Cautiously the boys approached Ben. When he offered his hand they both shook it, mumbling their names, then Sam asked, “How tall are you?”

“Six two. And a half.”

“You’ve got a funny nose,” observed Joey, Mr. Tact.

“My own fault,” Ben said. “Never raise your face mask when there’s a hockey puck around.”

“Are you Aunt Mazie’s boyfriend?” Sam asked.

“No,” Mazie said.

“Yes,” Ben said. “Although she doesn’t seem to realize it.”

Outside, a truck door slammed. The boys rushed out of the house, and Mazie could hear their excited voices talking to their dad.

“We’ve got a dog named Muffin.”

“And this tall guy with a funny nose came.”

“We shot a potato fifteen feet!”

“Oh, and Aunt Mazie’s here.”

The boys’ dad was Mazie’s older brother, Brendan Scully Maguire, better known as
Scully. He entered the kitchen via the back porch, carefully wiping his feet because nobody dared get dirt on a kitchen floor when Gran was around.

“Sis,” he said, coming up and giving Mazie a bear hug and a smacking kiss on the cheek. “It’s been way too long.”

“How’s Emily?”

“She’s good. She needed the bed rest.” Scully cut his eyes meaningfully toward the twins. “If you know what I mean.” Then Scully turned to Ben.

She supposed there was nothing for it; she’d have to introduce them. “Scully Maguire,” Mazie said, “this is Ben Labeck.” Let Scully figure out their relationship for himself. Hopefully, he’d pull his overprotective-big-brother act and order Ben off the premises.

The two men shook. They were an interesting contrast: Scully short and stocky, with the Maguire red hair, freckles, and permanently windburned skin. A lifetime of physical work had left him hard as an ironwood stump, with deep weather lines in his face. He wore a DeKalb Seed Corn cap, a faded denim shirt, and faded jeans with rolled-up cuffs.

Labeck was built rangier, with long arms and legs, wide shoulders and narrow hips.

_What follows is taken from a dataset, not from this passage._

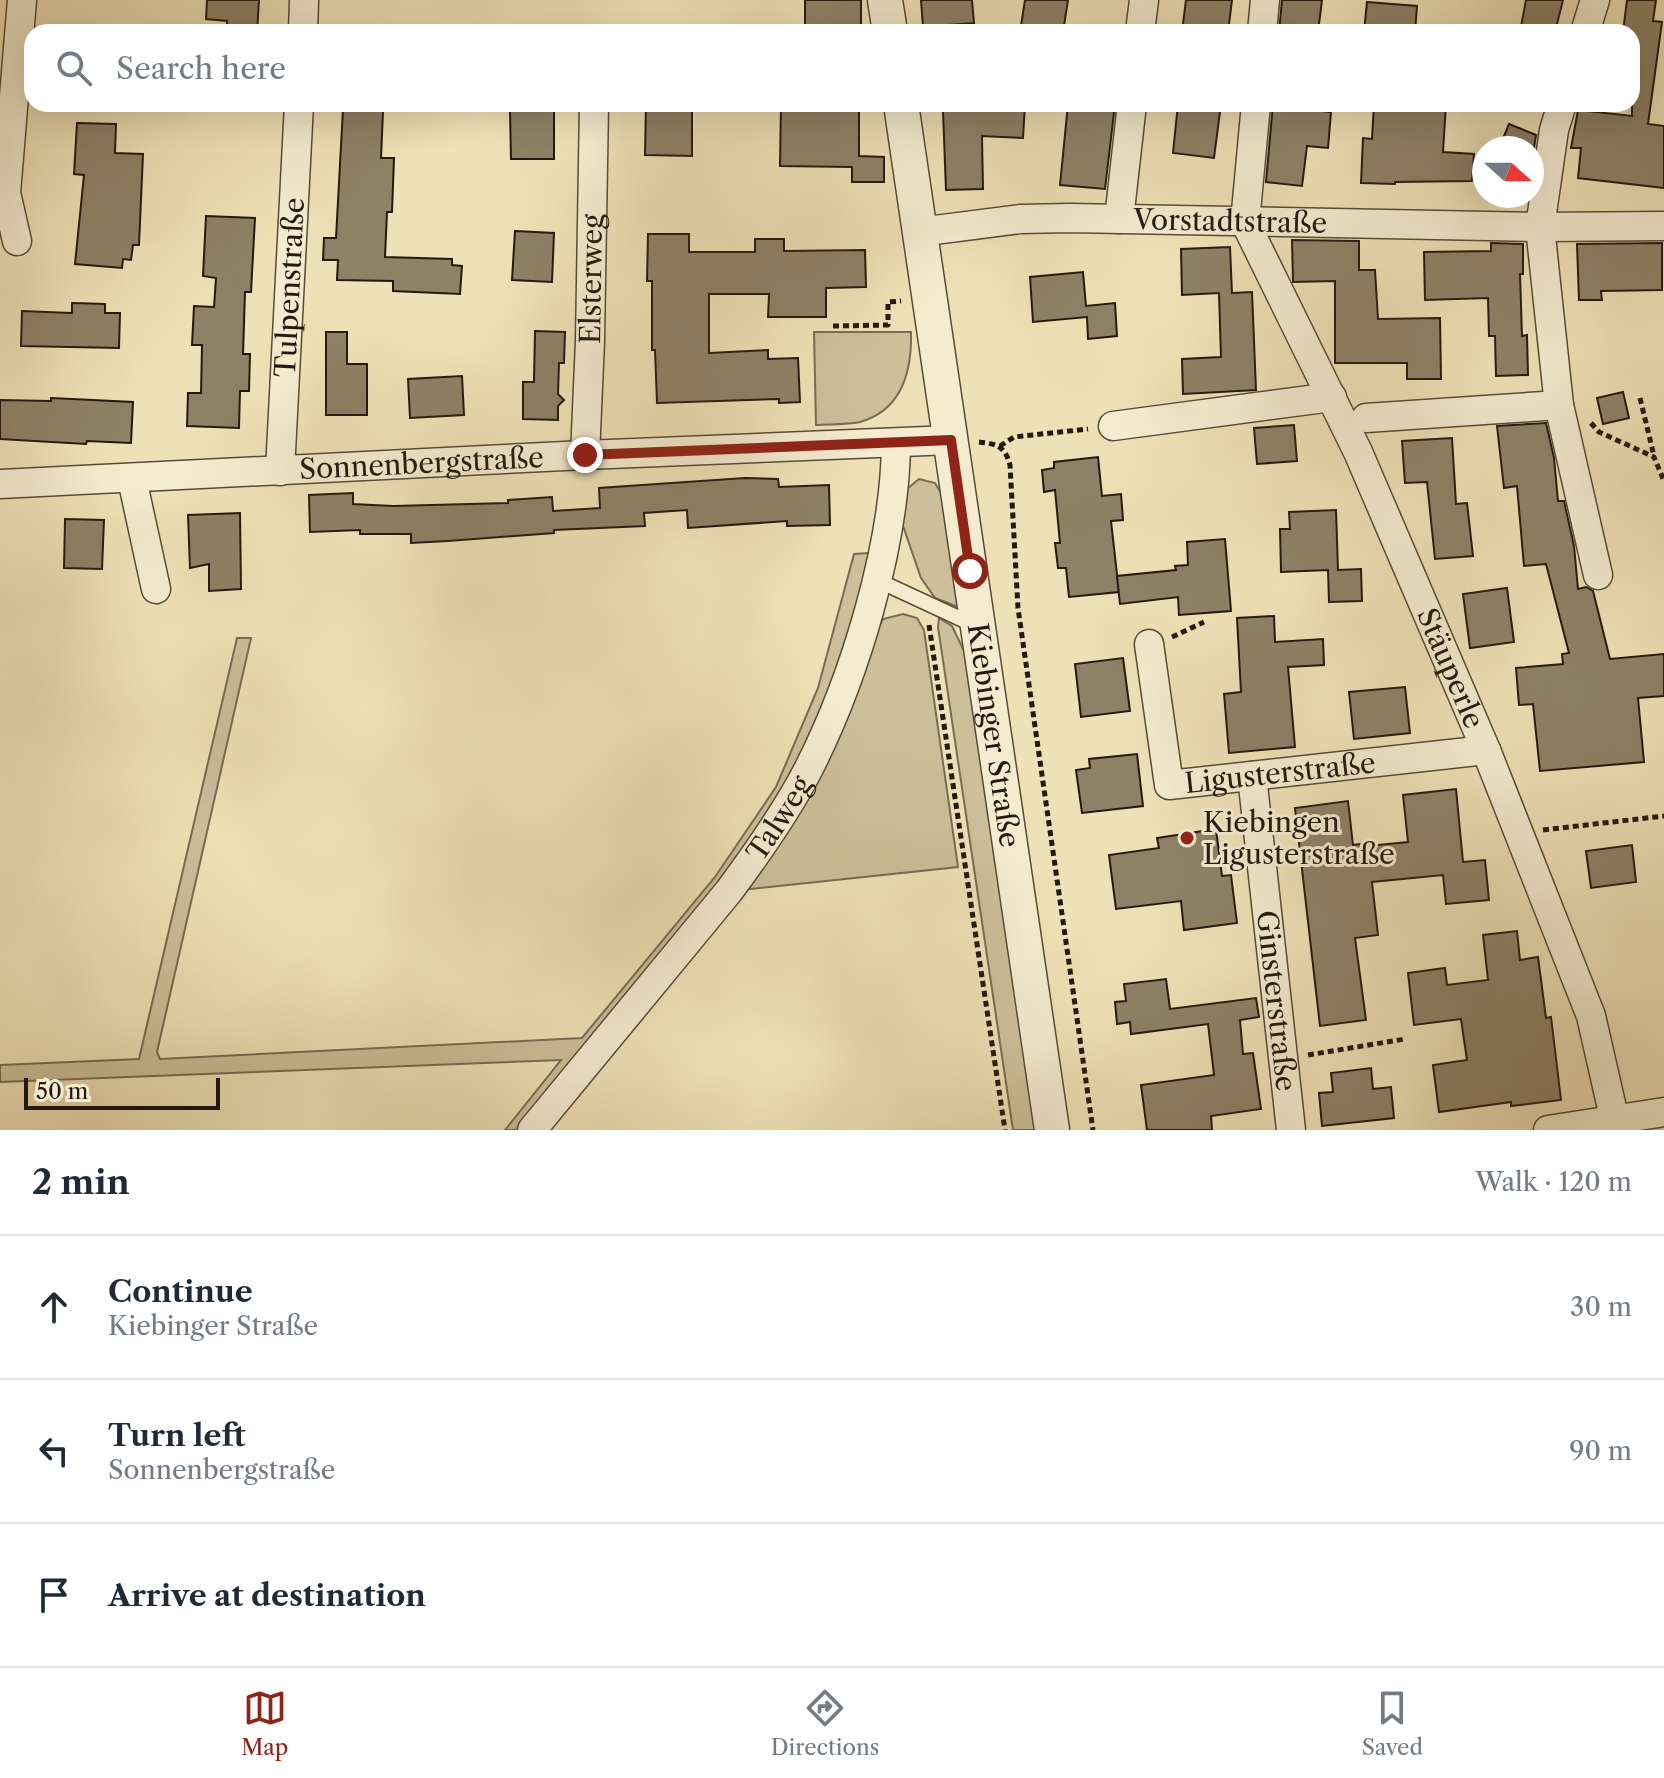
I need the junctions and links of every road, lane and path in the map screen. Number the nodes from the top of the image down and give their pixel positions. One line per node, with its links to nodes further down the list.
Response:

Like Mazie, he was thirty years old. The men took each other’s measure as they shook. Apparently Labeck passed some kind of test whose rules were only understood by males, because the first thing out of Scully’s mouth was an insult, which was his stamp of approval.

“You don’t look like as big a dope as what Mazie usually drags home,” he said.

Ben nodded. “Good to hear.”

“So you helping us out here for the week, too?” Scully asked.

“No,” Mazie said promptly.

“Of course he’s staying,” Gran said. “I’ll get the guest room ready. And I’ll need help, Mazie, what with your gentleman caller staying for supper.”